Questions? Comments? Hit me up on Twitter at @stauffermatt.
Postscript
I was curious about how much of PSR-2 really got implemented as a result of PHP-CS-Fixer's PSR-2 toggle. I could've read through the checks, but instead I made the ugliest, most non-psr-1 and non-psr-2 compliant script I could, and ran it through it.
<?php
use Exception, Awesome;
namespace Awesome\Stuff;
class bad_class
extends \Exception{
const camelCase = 'abc';
public $awesome = 'unvisible'; public $_great = 'fabulous';
function Do_something_snaked_cased(){
// This is one really frigging long line. I wonder if PHP-CS-Fixer will trim this really frigging long line? It says no hard limit so I think it won't.

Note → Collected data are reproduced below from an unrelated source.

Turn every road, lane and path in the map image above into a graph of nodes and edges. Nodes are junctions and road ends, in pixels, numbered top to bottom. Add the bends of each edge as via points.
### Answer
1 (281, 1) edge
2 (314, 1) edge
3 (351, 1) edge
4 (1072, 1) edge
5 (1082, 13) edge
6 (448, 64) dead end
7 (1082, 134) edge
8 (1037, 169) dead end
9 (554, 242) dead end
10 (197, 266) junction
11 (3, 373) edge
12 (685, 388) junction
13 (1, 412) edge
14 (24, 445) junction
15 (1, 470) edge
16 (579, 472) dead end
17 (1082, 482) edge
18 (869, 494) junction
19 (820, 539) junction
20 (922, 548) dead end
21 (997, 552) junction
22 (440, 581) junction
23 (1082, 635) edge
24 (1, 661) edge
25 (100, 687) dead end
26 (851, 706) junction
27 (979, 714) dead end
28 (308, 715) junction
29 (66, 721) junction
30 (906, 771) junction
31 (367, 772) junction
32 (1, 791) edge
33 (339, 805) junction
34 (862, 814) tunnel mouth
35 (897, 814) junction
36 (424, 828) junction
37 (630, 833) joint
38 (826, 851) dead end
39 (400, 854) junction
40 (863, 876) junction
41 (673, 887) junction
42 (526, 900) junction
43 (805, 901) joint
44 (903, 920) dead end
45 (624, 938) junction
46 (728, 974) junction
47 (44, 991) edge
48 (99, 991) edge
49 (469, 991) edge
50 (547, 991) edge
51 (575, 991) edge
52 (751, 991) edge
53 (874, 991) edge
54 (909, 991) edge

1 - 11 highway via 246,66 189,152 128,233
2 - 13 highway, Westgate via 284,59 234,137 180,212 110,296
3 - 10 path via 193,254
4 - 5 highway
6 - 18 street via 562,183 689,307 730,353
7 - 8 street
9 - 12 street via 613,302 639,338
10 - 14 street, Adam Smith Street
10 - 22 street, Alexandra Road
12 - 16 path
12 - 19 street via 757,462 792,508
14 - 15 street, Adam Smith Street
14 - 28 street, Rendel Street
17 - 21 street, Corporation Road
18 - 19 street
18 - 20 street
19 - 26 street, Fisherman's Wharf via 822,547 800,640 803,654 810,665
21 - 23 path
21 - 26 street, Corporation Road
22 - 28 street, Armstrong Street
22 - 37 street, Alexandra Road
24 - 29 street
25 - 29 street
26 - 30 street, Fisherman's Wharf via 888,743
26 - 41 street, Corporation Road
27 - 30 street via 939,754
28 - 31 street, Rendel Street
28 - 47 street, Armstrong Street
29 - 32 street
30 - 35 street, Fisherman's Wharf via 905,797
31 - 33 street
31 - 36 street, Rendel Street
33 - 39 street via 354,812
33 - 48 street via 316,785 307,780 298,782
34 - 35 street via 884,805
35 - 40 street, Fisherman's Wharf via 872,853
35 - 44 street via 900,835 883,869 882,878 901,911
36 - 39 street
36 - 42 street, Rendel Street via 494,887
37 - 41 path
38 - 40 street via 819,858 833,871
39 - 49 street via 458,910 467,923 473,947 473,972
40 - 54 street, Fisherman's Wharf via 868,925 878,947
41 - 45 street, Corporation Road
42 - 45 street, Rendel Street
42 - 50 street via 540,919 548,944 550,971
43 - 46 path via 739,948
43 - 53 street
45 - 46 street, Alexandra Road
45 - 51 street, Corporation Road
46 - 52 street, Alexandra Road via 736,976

if( isset ($abc) || TRUE )
{
// do stuff
}
}
final static public function woop() {}
function _invisible( $stuff = [] , $other_stuff ) {
switch($stuff)
{
case 0:
echo 'stuff';
break;
}
}
}
echo "echo";
?>
I ran it and got the following:
<?php
use Exception;
use Awesome;
namespace Awesome\Stuff;
class test
extends \Exception
{
const camelCase = 'abc';
public $awesome = 'unvisible';
public $_great = 'fabulous';
public function Do_something_snaked_cased()
{
// This is one really frigging long line. I wonder if PHP-CS-Fixer will trim this really frigging long line? It says no hard limit so I think it won't.
if (isset($abc) || TRUE) {
// do stuff
}
}
final public static function woop()
{
}
public function _invisible($stuff = [], $other_stuff)
{
switch ($stuff) {
case 0:
echo 'stuff';
break;
}
}
}
echo "echo";
As you can see, it cleaned up my indendation (original was tabs, although it seems the code embedder for my blog is converting them to spaces on display), my use block, my line spacing, my brace spacing, the spaces around parentheses, and the closing ?>
. It didn't help with case (camel v upper v studly v snake), leading underscores, switch indendation, paremeter orders, capitalization of TRUE/FALSE/NULL, split line class definition, and probably a few other I didn't notice.
It makes sense: It can't make fundamental changes to the properties of your app. It's not smart enough to know, for example, where const camelCase
is used, so it can't feel comfortable changing it. So PHP-CS-Fixer changes the things it can change without breaking your code, which is great, but leaves anything else alone--meaning it's a good first step, but you still have to be running your own sniffers at the same time.
For a real answer and not this bogus mythbusters stuff I'm doing, check out the Github page for a listing of all the fixers PHP-CS-Fixer makes available.